Saved entries
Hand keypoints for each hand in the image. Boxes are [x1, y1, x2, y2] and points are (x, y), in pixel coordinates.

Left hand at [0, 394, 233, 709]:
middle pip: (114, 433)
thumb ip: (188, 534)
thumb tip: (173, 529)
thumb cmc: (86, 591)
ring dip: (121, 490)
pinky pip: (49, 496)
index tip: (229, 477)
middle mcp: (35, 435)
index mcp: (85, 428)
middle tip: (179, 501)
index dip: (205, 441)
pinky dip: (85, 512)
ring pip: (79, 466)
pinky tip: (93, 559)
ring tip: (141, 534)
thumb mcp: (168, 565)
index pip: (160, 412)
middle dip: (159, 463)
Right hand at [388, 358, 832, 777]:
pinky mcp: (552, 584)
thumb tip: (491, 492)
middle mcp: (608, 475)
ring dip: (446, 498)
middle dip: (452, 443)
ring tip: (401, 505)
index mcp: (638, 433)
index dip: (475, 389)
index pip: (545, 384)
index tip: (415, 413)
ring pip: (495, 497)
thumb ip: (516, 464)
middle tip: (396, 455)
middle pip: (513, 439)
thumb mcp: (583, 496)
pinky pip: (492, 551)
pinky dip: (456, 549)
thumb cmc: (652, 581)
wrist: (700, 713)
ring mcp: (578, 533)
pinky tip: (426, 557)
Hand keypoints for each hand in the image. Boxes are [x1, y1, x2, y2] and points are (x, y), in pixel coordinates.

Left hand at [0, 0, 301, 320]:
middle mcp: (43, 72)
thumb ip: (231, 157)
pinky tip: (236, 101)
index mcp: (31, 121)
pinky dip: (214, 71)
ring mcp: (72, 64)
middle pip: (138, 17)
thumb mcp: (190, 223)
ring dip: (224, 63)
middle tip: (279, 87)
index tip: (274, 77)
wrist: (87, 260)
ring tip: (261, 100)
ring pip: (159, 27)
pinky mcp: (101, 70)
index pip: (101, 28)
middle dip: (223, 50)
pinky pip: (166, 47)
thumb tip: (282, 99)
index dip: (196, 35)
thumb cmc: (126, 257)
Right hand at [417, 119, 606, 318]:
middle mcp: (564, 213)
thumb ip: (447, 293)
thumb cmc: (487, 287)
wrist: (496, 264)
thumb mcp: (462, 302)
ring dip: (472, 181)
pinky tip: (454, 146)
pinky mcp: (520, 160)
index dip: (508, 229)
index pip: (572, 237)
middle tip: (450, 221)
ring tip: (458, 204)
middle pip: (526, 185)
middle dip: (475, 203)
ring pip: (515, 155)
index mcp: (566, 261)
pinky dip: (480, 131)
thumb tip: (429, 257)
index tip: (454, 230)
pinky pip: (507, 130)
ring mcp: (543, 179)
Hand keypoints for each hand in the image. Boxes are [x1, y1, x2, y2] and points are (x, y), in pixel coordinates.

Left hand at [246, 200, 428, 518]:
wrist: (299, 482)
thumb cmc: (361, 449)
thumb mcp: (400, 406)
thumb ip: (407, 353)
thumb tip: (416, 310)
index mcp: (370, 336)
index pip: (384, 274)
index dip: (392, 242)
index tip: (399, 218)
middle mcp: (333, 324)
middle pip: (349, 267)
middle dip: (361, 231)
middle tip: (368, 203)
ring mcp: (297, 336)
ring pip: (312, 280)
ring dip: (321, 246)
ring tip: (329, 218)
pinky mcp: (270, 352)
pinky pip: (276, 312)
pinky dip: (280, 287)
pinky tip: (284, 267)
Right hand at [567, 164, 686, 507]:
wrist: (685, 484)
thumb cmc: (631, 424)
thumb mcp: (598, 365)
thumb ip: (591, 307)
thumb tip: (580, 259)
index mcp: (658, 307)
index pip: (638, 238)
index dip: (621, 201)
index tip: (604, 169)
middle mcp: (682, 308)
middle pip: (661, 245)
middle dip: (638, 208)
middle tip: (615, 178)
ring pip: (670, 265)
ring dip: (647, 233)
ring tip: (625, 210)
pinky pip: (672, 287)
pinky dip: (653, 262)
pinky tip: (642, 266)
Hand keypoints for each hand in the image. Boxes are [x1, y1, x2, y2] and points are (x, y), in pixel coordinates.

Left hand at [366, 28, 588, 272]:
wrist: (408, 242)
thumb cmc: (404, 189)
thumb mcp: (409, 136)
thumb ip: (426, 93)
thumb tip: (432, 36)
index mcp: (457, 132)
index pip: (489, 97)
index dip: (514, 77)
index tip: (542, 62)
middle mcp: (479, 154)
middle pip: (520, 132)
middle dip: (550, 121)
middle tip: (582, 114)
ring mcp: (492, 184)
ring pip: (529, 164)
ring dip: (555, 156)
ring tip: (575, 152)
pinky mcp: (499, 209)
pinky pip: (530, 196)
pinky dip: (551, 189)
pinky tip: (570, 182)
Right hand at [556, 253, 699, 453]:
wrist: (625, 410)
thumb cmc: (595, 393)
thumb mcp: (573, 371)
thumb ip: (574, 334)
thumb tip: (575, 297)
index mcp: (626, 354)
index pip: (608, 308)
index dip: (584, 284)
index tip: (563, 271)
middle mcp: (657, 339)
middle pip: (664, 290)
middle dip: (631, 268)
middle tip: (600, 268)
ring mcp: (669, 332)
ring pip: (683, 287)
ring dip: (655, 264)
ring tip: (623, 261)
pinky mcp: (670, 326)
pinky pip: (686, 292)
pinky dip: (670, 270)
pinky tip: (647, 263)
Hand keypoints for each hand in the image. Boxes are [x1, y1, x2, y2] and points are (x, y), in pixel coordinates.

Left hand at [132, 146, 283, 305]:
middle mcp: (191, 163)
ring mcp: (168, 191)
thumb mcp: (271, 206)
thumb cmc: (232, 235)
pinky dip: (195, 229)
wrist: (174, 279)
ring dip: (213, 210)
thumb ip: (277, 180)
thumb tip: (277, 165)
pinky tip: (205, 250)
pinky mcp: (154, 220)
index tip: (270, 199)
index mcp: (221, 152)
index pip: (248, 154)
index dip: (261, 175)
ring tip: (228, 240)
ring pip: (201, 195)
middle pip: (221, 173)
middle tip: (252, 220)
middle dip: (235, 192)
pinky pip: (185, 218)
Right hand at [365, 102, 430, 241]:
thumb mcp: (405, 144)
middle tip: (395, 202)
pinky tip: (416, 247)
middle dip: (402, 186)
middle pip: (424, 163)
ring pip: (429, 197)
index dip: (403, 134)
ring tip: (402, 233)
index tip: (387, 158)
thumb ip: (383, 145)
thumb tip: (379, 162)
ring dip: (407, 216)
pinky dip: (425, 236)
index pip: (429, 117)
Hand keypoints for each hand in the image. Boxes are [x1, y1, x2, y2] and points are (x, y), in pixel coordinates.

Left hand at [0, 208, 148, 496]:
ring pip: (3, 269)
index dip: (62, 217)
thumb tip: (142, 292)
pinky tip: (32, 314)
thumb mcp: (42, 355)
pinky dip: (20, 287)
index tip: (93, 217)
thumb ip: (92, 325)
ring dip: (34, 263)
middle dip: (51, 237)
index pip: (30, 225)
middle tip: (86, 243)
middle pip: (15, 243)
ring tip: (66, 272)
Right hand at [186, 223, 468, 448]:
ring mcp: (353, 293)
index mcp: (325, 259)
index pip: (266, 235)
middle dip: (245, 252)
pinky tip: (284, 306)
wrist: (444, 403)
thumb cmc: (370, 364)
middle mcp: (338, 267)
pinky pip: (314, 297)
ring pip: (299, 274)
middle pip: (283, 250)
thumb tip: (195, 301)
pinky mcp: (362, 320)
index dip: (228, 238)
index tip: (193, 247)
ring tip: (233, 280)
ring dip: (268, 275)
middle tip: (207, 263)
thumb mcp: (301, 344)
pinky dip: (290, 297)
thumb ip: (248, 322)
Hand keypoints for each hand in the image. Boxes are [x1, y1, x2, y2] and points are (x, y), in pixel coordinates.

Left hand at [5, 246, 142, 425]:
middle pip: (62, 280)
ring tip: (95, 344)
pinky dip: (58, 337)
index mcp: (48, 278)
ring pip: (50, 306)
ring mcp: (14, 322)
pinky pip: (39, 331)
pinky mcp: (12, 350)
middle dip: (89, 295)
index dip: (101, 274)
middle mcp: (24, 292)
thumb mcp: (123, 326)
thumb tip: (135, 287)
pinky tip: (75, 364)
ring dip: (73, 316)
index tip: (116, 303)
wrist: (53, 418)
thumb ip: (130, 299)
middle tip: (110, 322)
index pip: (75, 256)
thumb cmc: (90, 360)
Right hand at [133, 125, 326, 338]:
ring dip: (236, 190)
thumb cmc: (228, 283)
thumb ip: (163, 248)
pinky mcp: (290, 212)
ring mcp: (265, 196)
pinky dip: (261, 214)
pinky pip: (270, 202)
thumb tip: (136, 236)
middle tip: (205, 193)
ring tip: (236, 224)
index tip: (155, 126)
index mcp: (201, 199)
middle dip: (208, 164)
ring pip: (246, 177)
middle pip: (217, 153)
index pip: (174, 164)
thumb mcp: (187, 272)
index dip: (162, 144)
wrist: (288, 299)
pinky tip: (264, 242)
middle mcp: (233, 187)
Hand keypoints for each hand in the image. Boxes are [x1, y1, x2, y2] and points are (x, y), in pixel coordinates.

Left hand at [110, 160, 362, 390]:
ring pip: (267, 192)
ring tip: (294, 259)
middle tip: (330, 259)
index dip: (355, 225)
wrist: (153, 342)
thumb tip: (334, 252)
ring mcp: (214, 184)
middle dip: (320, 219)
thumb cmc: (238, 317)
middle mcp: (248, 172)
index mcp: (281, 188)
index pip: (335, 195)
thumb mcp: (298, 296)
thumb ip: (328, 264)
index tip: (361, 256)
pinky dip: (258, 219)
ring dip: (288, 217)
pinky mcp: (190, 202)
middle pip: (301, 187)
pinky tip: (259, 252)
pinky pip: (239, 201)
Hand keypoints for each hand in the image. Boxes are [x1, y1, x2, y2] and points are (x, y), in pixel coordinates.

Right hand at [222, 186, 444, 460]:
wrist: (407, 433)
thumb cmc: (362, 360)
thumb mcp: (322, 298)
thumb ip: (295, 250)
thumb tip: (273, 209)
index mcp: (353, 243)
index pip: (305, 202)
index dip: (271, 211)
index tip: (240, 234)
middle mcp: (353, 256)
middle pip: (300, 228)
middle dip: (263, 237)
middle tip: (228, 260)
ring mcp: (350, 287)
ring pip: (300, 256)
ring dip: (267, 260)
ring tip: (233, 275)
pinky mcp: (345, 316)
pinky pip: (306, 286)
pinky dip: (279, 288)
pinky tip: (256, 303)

REQUIRED ACTION: The stretch of entries above that starts with the line containing "ring pip: (429, 197)" and goes on through the line containing "ring pip: (299, 274)" is to be transcribed exactly, and no other line is to be transcribed.

ANSWER AREA:
ring pip: (429, 197)
index dip: (403, 134)
ring tip: (402, 233)
index tip: (387, 158)
thumb ip: (383, 145)
thumb tip: (379, 162)
ring dip: (407, 216)
pinky dip: (425, 236)
index pip: (429, 117)
Hand keypoints for each hand in the image. Boxes are [x1, y1, x2, y2] and points are (x, y), in pixel coordinates.

Left hand at [0, 208, 148, 496]:
ring pip: (3, 269)
index dip: (62, 217)
thumb tip: (142, 292)
pinky tip: (32, 314)
thumb mcp: (42, 355)
pinky dip: (20, 287)
index tip: (93, 217)
thumb ip: (92, 325)
ring dip: (34, 263)
middle dip: (51, 237)
index pip: (30, 225)
middle tip: (86, 243)
middle pip: (15, 243)
ring tip: (66, 272)
Right hand at [186, 223, 468, 448]:
ring mcp: (353, 293)
index mcp: (325, 259)
index pip: (266, 235)
middle dip: (245, 252)
pinky tip: (284, 306)
wrist: (444, 403)
thumb cmc: (370, 364)
middle mcp: (338, 267)
pinky pip: (314, 297)
ring pip: (299, 274)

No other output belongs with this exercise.